─── DATA TO PROCESS

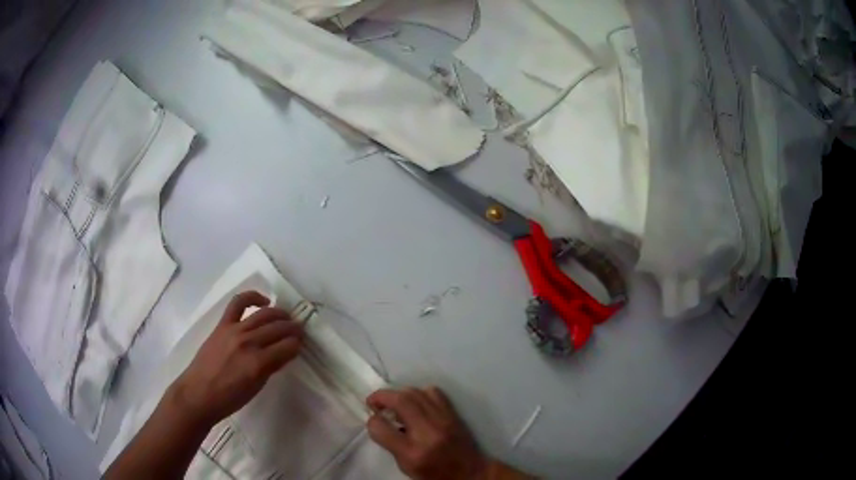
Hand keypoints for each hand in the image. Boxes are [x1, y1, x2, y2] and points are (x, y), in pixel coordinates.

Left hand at [169, 291, 303, 427]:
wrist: (199, 393)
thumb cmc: (230, 398)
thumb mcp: (257, 387)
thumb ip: (271, 367)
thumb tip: (284, 352)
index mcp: (259, 363)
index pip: (288, 347)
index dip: (297, 345)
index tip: (301, 345)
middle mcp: (249, 343)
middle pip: (279, 328)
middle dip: (293, 329)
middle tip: (299, 331)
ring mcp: (235, 330)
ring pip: (264, 314)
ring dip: (280, 314)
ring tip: (286, 318)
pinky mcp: (223, 324)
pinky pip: (239, 302)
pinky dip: (253, 297)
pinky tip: (263, 301)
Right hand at [366, 387, 488, 479]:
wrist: (469, 472)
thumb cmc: (433, 473)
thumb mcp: (405, 466)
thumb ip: (390, 443)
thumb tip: (379, 420)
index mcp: (412, 452)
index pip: (382, 427)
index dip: (372, 421)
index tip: (372, 418)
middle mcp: (427, 432)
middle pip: (400, 401)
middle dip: (382, 396)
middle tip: (374, 401)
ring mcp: (443, 420)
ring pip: (415, 392)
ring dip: (399, 393)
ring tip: (392, 401)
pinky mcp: (453, 414)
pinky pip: (433, 393)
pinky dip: (419, 393)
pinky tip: (415, 402)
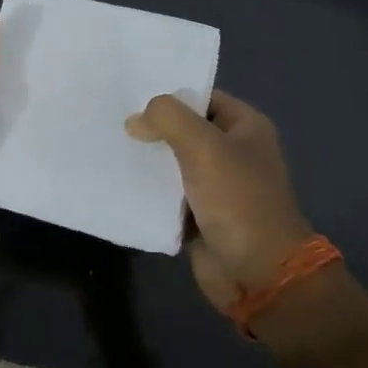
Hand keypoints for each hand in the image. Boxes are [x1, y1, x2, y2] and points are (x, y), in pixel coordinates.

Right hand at [126, 90, 313, 310]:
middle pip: (184, 128)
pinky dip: (147, 188)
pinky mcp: (199, 214)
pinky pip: (167, 192)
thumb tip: (136, 121)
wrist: (259, 275)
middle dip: (152, 126)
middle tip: (112, 118)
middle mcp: (232, 152)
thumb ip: (168, 119)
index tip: (131, 92)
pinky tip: (117, 178)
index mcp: (246, 127)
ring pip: (173, 161)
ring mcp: (216, 185)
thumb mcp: (204, 147)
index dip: (170, 94)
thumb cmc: (239, 201)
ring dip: (146, 157)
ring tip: (108, 144)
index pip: (202, 97)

──────

Return every line holding the word "index" from the records.

** FINAL ANSWER **
index mcp: (259, 363)
index pip: (288, 347)
index dip: (297, 345)
index tip: (301, 345)
index mcp: (412, 452)
index pip: (382, 427)
index dip: (372, 421)
index tip: (372, 418)
index tip: (131, 92)
index mcp: (246, 127)
index dip: (170, 94)
index pip: (202, 97)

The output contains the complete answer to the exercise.